Melanie Klein (1929) fue pionera en postular la importancia del juego en el análisis infantil, un descubrimiento que revolucionó el abordaje terapéutico con niños y planteó nuevos retos en la clínica con este tipo de pacientes. Actualmente, muchos terapeutas utilizan su técnica, aunque ya no se emplea el enfoque genético ni se suele interpretar utilizando el lenguaje gráfico que utilizaba Klein.
Uno de los principales temas de controversia entre Anna Freud y Melanie Klein fue el papel del juego en el análisis.
Karl Abraham, figura de gran influencia para Klein, anunció que «el futuro del psicoanálisis radica en el análisis del juego». Creo que tenía razón. Los desarrollos en torno a las patologías más severas y la observación e intervención en los vínculos tempranos parecen dar razón de ello.
Klein desarrolló su método de análisis infantil basado en la observación del juego, considerándolo equivalente a las asociaciones libres de los adultos y a los sueños. Nos advierte que los niños repiten en el juego todo cuanto les ha impresionado en la vida. El énfasis recae en la importancia del juego para el dominio del mundo interno del niño. El niño busca aliviarse de las acechanzas de su mundo interno a través de la externalización en el mundo externo de sus situaciones de persecución. Klein destaca que el desarrollo natural del niño consiste en buscar objetos nuevos como sustitutos de los anteriores; los juguetes y los compañeros de juego son una de las formas de poner en práctica la simbolización. El objeto es movido también por conflictos con el objeto temprano, de modo que encontrar un objeto nuevo, un símbolo, procura alivio. Estos procesos son inconscientes y representan la psique del niño en pugna con las dificultades que le plantean sus impulsos y sus objetos.
El juego, en la concepción de Klein, era un asunto serio para el niño y no un disfrute trivial ni un ejercicio destinado a dominar el ambiente físico.
Como sostiene la autora, los mecanismos de proyección y disociación son fundamentales en la personificación del juego; actúan como impulsores en el trabajo analítico. Una mayor actividad de la fantasía y capacidad de personificación incrementa la capacidad de transferencia, permitiendo que se revivan las imagos con el analista y puedan ser analizadas.

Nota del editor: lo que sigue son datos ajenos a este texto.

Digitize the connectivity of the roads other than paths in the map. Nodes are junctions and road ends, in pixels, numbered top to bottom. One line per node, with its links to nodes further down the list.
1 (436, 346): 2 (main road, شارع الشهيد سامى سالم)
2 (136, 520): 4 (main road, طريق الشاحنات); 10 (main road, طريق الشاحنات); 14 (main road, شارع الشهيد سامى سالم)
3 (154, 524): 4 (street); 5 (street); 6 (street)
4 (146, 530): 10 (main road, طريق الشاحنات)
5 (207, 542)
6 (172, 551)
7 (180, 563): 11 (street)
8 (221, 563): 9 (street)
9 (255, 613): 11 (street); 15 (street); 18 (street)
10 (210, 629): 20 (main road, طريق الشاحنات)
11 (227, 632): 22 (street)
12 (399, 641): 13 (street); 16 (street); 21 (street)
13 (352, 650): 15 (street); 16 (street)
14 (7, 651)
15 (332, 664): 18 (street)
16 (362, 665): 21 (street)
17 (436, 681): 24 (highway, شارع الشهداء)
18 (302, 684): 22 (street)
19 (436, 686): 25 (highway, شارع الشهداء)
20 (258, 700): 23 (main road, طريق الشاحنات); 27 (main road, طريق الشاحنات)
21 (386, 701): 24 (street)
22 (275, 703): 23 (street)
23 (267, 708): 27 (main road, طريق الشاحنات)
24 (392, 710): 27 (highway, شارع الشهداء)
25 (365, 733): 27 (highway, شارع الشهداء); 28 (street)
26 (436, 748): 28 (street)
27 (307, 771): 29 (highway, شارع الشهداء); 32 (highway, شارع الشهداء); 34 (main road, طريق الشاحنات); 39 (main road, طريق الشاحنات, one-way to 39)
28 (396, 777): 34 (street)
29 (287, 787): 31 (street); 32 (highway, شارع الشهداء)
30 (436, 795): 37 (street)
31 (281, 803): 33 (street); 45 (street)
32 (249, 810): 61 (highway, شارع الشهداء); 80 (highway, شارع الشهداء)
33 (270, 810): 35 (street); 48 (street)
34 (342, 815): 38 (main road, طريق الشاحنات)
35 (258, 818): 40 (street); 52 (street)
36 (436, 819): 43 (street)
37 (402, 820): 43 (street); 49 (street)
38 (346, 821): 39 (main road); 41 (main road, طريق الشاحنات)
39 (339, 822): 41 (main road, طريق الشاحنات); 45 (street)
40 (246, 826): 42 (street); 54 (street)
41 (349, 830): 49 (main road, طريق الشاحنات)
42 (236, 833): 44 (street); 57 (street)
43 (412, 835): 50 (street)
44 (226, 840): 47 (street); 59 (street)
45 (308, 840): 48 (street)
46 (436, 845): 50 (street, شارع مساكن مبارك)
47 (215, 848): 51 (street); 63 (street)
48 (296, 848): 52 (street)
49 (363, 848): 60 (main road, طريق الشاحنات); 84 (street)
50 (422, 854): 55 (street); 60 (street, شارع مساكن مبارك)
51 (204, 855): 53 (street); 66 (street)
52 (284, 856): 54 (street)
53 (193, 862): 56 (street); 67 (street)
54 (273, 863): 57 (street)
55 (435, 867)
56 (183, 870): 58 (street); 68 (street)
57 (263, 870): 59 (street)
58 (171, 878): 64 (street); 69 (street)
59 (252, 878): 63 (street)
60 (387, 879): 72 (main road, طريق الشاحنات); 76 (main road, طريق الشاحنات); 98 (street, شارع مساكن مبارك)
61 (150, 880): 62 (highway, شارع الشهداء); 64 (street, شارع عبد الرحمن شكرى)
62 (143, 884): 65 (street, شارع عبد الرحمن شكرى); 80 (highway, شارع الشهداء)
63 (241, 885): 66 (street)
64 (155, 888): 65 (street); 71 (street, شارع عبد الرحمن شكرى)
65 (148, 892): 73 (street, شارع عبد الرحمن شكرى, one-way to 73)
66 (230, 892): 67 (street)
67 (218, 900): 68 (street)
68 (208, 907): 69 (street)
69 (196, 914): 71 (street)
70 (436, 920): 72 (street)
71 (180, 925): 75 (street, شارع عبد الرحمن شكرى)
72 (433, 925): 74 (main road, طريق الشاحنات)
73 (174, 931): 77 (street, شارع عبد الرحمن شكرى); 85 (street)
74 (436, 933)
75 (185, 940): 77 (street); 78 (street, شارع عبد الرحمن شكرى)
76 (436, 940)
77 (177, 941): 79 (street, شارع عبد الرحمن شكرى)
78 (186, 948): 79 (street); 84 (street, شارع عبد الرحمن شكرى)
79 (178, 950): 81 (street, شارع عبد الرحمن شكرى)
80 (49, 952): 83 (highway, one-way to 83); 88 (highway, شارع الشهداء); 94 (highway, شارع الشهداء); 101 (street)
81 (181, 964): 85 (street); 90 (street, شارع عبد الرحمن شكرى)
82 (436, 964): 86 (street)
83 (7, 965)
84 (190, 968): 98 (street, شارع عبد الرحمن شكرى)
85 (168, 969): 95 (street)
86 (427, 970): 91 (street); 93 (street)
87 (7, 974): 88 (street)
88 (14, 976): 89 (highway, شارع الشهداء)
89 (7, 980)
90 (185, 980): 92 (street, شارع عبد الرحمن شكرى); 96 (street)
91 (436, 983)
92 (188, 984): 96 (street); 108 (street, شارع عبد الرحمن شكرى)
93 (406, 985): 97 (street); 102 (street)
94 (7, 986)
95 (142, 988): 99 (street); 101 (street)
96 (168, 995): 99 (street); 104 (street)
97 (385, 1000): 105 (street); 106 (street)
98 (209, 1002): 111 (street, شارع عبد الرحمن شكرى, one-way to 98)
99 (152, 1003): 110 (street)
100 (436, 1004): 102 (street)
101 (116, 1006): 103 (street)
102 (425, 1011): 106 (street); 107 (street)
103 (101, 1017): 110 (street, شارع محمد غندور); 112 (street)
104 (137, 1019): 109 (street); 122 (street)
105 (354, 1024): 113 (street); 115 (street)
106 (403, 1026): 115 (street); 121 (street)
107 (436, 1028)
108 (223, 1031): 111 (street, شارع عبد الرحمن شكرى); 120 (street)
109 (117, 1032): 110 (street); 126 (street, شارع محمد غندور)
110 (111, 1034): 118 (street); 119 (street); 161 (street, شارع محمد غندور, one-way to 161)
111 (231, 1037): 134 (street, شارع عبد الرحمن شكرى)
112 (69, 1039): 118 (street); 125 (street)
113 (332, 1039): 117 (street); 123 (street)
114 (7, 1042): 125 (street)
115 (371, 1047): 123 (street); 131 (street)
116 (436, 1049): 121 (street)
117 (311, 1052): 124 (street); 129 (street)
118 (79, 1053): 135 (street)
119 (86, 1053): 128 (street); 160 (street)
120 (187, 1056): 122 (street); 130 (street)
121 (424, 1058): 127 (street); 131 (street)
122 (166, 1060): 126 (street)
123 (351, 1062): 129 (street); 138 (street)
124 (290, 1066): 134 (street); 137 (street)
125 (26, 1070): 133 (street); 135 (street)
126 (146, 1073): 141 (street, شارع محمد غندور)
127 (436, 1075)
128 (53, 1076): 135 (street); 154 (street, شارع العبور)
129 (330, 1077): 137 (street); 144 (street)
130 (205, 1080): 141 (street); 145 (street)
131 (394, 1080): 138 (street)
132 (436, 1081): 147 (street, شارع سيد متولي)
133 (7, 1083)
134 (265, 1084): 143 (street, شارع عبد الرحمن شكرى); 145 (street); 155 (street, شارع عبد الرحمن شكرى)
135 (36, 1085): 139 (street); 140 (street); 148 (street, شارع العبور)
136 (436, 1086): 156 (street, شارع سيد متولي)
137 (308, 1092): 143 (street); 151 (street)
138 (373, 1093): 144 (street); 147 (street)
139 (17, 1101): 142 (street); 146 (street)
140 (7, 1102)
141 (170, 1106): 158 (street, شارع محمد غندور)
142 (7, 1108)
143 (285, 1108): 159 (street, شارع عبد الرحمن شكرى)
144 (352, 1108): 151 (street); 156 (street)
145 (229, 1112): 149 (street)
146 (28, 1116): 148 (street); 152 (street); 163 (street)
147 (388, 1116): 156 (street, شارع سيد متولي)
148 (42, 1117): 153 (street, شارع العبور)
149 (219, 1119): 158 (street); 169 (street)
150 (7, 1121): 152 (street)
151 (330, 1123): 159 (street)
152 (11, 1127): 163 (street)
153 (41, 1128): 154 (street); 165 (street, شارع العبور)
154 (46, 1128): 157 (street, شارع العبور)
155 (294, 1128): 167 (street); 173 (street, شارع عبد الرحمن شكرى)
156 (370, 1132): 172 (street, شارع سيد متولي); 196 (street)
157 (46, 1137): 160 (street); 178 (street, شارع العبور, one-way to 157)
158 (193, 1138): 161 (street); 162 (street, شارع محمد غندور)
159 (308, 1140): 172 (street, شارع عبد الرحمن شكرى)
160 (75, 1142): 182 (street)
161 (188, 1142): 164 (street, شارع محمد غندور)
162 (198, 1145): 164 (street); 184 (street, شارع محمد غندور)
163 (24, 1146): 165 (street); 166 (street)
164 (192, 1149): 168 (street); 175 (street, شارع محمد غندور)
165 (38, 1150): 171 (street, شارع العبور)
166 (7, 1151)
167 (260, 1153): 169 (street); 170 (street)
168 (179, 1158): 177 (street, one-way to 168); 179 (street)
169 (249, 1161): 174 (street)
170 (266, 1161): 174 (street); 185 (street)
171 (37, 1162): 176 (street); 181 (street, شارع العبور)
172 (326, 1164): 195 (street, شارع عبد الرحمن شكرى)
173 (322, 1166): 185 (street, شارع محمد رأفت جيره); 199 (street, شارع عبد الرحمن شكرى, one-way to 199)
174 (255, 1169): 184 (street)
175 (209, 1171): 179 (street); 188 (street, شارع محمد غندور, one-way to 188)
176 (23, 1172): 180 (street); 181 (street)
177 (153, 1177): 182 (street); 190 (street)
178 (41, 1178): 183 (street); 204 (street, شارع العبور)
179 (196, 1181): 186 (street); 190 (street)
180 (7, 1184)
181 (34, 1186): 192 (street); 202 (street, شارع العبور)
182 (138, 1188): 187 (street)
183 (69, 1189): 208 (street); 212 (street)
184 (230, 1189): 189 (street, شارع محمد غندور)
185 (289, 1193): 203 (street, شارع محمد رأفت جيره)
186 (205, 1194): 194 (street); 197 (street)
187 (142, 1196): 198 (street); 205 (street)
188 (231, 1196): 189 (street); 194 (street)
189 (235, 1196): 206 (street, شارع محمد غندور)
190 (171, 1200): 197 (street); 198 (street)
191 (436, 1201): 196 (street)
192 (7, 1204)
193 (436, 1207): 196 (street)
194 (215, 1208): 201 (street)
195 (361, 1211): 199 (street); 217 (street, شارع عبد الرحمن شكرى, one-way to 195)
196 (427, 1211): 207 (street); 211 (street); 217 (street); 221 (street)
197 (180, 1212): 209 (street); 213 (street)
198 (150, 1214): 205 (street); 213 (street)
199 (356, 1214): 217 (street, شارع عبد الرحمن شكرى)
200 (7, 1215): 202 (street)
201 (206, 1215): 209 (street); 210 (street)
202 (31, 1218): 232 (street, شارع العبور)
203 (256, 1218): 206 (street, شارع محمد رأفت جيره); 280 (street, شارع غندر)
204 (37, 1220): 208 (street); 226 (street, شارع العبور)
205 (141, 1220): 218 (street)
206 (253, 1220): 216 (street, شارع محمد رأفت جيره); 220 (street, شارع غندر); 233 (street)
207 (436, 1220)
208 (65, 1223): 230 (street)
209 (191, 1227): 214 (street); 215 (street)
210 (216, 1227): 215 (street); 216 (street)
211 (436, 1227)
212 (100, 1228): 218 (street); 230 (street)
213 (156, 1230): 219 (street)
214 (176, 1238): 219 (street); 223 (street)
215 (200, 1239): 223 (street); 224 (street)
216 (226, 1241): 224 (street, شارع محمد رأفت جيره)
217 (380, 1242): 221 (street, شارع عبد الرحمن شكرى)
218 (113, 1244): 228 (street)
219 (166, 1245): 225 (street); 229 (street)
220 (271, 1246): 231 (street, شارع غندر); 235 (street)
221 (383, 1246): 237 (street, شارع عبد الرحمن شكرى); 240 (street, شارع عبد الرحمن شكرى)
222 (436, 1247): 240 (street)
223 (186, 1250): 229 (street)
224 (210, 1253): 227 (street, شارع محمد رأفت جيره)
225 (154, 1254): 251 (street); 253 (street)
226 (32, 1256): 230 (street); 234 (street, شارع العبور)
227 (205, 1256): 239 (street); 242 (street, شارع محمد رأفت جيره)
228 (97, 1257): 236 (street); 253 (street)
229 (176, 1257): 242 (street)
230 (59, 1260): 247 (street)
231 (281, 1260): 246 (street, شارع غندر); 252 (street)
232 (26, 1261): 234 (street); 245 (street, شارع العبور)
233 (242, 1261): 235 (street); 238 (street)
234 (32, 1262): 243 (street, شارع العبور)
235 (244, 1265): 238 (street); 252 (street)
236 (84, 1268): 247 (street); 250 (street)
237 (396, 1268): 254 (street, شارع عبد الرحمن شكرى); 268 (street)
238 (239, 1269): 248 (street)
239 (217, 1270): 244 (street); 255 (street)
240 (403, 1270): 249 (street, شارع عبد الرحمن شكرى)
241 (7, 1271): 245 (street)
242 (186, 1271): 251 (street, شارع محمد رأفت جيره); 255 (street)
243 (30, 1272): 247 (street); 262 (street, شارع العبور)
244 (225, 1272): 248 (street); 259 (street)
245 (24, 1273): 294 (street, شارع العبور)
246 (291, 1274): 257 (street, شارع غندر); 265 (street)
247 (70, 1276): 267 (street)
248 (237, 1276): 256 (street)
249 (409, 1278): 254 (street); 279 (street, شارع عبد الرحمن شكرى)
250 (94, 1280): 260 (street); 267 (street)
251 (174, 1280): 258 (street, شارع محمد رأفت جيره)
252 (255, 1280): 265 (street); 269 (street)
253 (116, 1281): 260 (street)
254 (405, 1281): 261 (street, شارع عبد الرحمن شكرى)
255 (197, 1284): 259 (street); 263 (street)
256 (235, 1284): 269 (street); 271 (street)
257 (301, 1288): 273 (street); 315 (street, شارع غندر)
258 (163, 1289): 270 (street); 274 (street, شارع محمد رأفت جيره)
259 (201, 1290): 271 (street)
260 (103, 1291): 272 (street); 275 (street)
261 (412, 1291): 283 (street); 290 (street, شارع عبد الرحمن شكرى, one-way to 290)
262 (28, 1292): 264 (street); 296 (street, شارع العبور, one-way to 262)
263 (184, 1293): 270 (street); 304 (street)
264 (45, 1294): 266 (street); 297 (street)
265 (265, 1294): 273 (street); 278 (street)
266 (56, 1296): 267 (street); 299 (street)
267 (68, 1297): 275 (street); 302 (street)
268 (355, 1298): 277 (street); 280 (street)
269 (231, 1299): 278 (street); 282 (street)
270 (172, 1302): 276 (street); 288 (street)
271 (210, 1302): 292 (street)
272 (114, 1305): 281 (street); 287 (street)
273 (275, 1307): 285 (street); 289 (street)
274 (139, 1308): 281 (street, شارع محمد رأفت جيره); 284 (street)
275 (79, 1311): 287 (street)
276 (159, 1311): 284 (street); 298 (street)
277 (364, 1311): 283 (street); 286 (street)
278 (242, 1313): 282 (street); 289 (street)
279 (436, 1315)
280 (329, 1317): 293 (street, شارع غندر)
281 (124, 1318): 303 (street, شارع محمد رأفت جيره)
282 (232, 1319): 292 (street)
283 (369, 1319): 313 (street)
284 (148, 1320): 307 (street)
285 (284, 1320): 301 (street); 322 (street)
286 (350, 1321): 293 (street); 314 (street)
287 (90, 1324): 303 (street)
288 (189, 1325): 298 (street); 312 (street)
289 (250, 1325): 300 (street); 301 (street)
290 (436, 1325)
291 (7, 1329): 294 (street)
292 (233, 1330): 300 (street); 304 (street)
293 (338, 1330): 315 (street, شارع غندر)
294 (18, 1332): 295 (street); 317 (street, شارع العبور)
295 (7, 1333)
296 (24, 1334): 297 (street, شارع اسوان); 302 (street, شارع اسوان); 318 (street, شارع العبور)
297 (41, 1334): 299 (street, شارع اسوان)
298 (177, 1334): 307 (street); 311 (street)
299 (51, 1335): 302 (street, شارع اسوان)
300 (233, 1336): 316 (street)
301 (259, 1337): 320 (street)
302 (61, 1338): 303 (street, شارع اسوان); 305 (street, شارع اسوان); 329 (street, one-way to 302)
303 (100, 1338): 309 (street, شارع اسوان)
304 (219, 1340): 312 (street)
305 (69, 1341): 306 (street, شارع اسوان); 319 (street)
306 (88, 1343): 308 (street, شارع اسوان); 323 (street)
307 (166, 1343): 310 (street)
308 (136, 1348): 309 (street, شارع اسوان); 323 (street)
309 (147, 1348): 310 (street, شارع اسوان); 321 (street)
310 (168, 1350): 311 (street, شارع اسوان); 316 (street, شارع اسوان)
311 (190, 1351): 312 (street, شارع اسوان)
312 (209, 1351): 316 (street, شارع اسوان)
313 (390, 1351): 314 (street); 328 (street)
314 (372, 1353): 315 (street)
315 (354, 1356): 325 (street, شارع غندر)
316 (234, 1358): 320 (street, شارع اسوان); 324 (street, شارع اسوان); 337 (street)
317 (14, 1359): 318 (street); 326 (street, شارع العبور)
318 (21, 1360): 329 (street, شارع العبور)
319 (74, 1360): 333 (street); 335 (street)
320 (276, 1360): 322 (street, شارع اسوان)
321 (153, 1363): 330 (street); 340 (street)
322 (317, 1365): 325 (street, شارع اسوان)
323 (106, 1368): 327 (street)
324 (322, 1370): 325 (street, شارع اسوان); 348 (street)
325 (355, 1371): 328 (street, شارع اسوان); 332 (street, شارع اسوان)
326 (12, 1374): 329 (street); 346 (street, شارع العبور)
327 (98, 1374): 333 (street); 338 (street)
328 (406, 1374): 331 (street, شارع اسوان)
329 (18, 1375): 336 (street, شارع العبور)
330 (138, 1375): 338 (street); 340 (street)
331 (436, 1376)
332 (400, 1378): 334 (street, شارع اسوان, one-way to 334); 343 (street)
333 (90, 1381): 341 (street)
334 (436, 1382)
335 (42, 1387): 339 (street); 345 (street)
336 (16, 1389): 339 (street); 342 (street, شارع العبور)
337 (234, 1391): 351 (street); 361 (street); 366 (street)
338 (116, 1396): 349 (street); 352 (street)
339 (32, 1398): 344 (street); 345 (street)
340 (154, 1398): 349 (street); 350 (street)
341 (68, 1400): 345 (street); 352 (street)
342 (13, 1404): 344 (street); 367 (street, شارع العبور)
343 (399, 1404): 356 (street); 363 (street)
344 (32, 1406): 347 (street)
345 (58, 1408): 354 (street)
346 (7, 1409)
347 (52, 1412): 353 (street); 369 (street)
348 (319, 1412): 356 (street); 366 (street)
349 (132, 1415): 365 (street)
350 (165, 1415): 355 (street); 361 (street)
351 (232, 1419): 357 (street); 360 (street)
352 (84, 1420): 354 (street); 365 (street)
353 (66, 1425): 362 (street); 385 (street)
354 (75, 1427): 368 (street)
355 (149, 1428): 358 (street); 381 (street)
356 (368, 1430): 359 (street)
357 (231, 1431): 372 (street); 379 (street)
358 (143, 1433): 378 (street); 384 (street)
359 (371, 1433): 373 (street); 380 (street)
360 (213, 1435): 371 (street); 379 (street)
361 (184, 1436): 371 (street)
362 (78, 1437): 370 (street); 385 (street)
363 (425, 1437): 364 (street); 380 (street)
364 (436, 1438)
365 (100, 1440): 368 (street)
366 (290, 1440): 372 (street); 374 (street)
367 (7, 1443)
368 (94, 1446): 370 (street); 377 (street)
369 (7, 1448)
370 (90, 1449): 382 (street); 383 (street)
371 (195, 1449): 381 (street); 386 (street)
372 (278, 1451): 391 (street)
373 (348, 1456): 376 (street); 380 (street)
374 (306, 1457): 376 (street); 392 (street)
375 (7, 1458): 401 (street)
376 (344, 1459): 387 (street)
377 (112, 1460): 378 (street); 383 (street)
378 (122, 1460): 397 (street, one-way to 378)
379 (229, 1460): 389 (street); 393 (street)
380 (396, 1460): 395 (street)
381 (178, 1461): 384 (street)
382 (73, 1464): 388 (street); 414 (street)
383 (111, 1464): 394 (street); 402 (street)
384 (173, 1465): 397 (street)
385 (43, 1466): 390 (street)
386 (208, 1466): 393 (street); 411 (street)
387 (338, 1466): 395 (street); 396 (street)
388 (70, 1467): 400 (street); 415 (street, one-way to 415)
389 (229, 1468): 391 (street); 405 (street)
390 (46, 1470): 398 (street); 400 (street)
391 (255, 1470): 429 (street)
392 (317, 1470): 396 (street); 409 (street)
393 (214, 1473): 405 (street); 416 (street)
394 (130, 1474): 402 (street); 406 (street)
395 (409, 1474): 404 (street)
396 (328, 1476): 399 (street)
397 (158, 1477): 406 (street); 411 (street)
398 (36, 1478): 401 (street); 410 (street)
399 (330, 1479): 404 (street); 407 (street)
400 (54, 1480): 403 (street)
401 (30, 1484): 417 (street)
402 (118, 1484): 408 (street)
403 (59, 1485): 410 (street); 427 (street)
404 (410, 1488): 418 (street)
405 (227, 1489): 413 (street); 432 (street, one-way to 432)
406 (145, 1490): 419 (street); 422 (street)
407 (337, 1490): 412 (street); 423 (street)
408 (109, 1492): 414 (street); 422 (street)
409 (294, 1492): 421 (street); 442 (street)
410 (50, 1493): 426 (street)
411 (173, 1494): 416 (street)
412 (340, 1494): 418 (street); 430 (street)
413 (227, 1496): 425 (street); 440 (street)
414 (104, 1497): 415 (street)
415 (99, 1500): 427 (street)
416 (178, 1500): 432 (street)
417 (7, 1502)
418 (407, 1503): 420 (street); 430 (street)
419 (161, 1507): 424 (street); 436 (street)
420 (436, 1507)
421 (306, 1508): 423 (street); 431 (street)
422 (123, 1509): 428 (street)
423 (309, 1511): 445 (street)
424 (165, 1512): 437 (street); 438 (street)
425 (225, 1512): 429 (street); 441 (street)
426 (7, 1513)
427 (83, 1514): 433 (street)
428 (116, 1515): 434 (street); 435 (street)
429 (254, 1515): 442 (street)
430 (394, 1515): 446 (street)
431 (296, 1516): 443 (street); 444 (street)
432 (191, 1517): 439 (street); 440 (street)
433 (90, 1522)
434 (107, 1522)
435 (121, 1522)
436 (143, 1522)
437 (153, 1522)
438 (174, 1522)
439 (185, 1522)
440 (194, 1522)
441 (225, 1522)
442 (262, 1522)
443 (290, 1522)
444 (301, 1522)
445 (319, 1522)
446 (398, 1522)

Ferro (1998), en su libro «Técnica del análisis infantil», sostiene:
«La novedad de Klein es la de mirar al niño que juega exclusivamente desde un vértice psicoanalítico y dentro de una situación de análisis, de manera que cada actividad, además de las palabras, cada aspecto del comportamiento, pueden ofrecer un hilo para comprender lo que está sucediendo en la mente del niño».
El juego es la convocatoria más atractiva y estimulante para los pequeños; como sostenía Klein, abre la posibilidad de profundizar en las fantasías inconscientes y en las ansiedades más profundas. El niño experimenta placer y consuelo a través de la actividad lúdica. Consideraba que el juego proporciona una descarga de las fantasías masturbatorias. El niño asigna personajes en su juego.
Muchas veces me he encontrado en situaciones difíciles para establecer las condiciones mínimas de trabajo, y la convocatoria a jugar ayuda a destrabarlas. Cuando, en ocasiones, se invita a los niños, incluso a los más inhibidos, a jugar, muchos de ellos se sienten estimulados por la propuesta.
El juego permite el acceso a aquello que de otra forma es imposible de abordar; jugar es acercarnos al mundo interno del niño, empatizar con él, mostrarle nuestros intentos por comprenderlo. Además, es una herramienta diagnóstica por excelencia.
Comprender el juego de nuestros pequeños pacientes, implicarnos en él desde un vértice psicoanalítico, requiere estudio, práctica y mucha dedicación, pero es una tarea que no podemos eludir.